A verbatim restatement of the data, free of pictures, is what you should output.
===== Data extracts =====
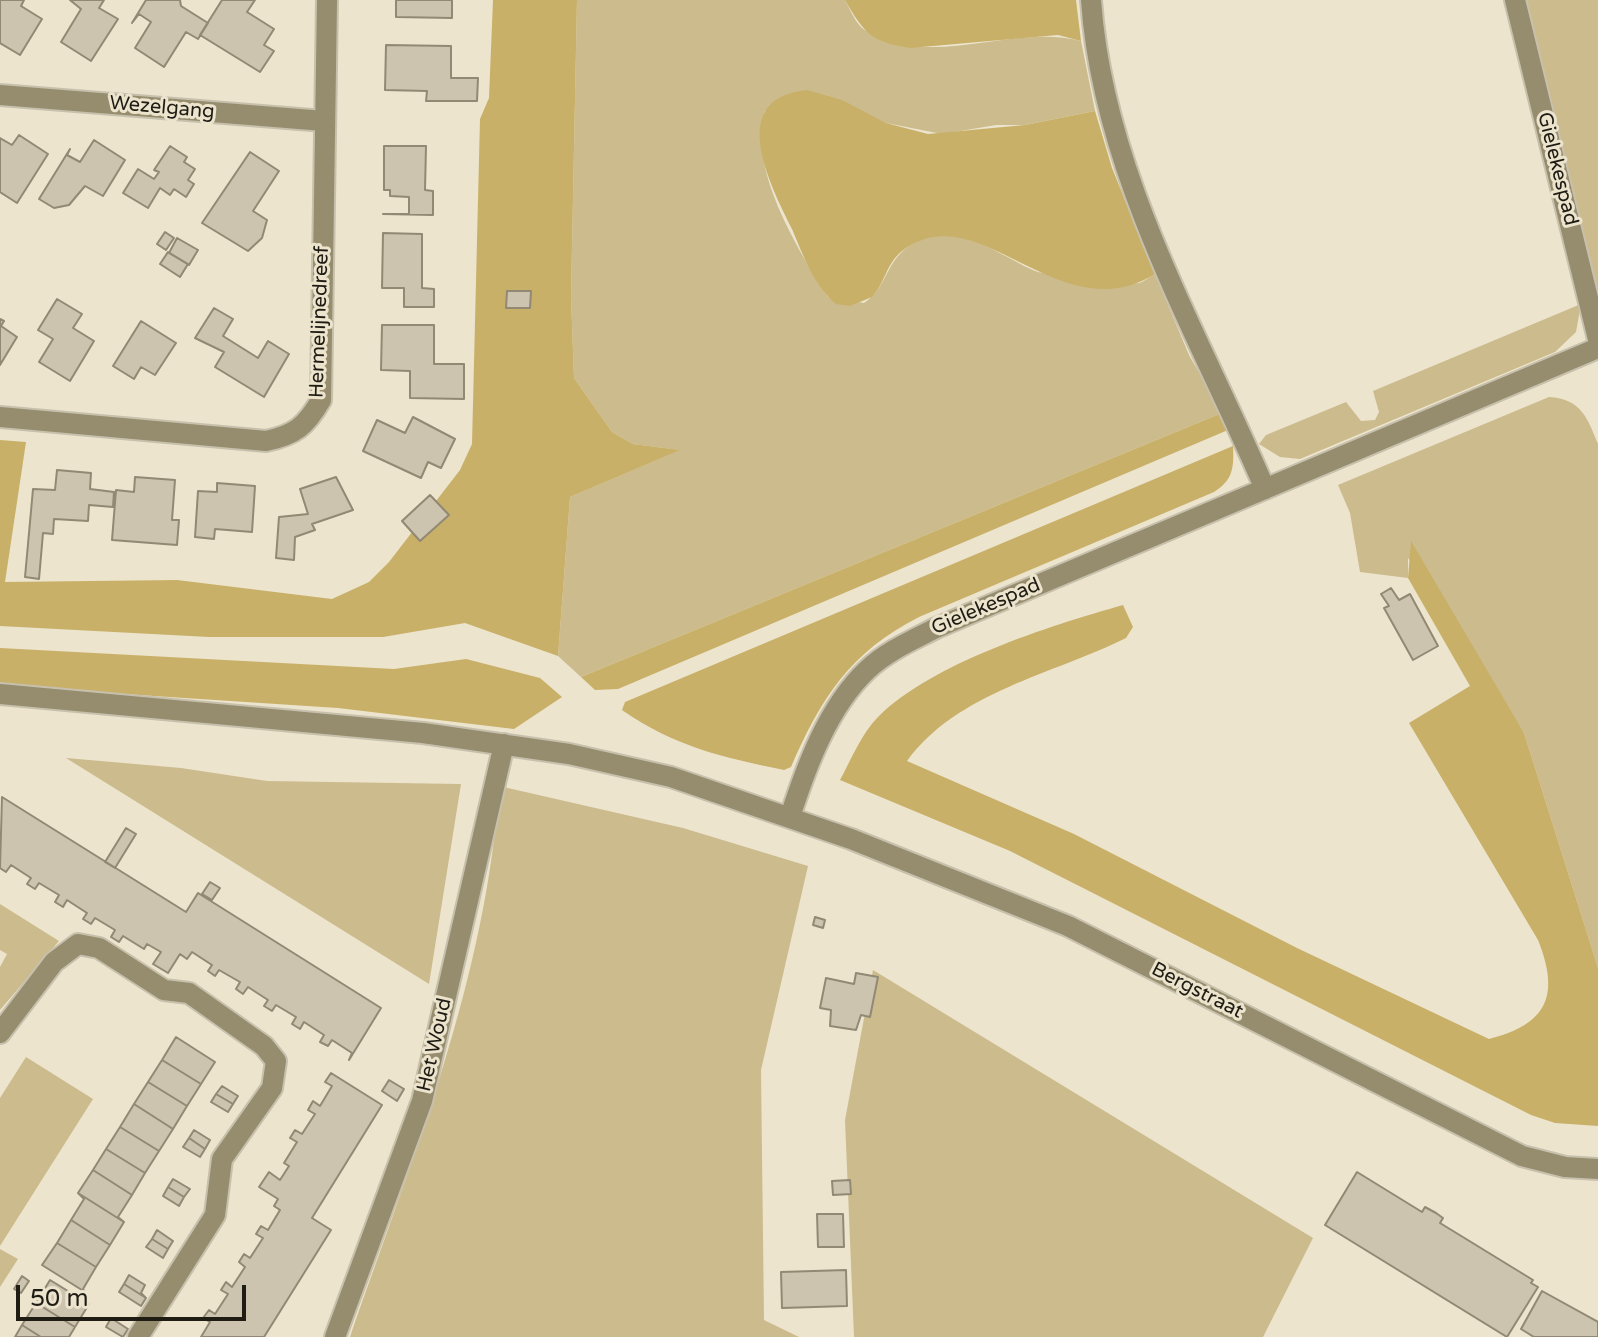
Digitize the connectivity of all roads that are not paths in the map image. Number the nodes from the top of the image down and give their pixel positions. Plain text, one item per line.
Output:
1 (327, 0) edge
2 (1091, 0) edge
3 (1515, 0) edge
4 (0, 95) edge
5 (324, 121) junction
6 (1598, 339) edge
7 (1598, 348) edge
8 (0, 417) edge
9 (1265, 489) junction
10 (0, 694) edge
11 (504, 744) junction
12 (790, 817) junction
13 (0, 1033) edge
14 (1598, 1169) edge
15 (138, 1337) edge
16 (335, 1337) edge

1 - 5 street, Hermelijnedreef
2 - 9 street
3 - 6 street, Gielekespad
4 - 5 street, Wezelgang
5 - 8 street, Hermelijnedreef
7 - 9 street, Gielekespad
9 - 12 street, Gielekespad
10 - 11 street
11 - 12 street
11 - 16 street, Het Woud
12 - 14 street, Bergstraat
13 - 15 street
=====
-- Written answer --
Digitize the connectivity of all roads that are not paths in the map image. Number the nodes from the top of the image down and give their pixel positions. Plain text, one item per line.
Output:
1 (327, 0) edge
2 (1091, 0) edge
3 (1515, 0) edge
4 (0, 95) edge
5 (324, 121) junction
6 (1598, 339) edge
7 (1598, 348) edge
8 (0, 417) edge
9 (1265, 489) junction
10 (0, 694) edge
11 (504, 744) junction
12 (790, 817) junction
13 (0, 1033) edge
14 (1598, 1169) edge
15 (138, 1337) edge
16 (335, 1337) edge

1 - 5 street, Hermelijnedreef
2 - 9 street
3 - 6 street, Gielekespad
4 - 5 street, Wezelgang
5 - 8 street, Hermelijnedreef
7 - 9 street, Gielekespad
9 - 12 street, Gielekespad
10 - 11 street
11 - 12 street
11 - 16 street, Het Woud
12 - 14 street, Bergstraat
13 - 15 street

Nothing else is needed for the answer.